=== Section Start ===

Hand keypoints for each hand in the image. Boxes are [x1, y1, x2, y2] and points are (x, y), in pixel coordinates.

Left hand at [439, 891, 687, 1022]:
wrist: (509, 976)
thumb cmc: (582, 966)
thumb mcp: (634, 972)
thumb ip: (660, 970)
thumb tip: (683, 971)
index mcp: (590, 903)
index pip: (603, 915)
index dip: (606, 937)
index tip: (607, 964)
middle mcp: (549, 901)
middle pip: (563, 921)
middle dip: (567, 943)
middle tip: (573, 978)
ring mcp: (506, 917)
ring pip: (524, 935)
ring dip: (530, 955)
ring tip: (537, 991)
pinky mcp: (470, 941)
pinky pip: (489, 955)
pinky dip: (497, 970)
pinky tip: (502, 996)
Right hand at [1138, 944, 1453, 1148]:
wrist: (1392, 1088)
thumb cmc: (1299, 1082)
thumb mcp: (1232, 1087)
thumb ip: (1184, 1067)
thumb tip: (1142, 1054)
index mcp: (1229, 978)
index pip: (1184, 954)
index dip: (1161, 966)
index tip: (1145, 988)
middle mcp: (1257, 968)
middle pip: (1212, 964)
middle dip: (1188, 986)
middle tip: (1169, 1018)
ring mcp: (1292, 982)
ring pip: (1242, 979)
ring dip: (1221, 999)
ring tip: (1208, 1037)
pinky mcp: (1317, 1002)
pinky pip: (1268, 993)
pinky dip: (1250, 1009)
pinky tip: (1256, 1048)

=== Section End ===

WORK ITEM:
Scan the lines above for "index pip: (603, 915)" and for "ring tip: (537, 991)". Repeat exactly the line holding each of them and every line in between.

ANSWER:
index pip: (603, 915)
index dip: (606, 937)
index tip: (607, 964)
middle mcp: (549, 901)
middle pip: (563, 921)
middle dip: (567, 943)
middle tip: (573, 978)
ring mcp: (506, 917)
ring pip: (524, 935)
ring dip: (530, 955)
ring tip: (537, 991)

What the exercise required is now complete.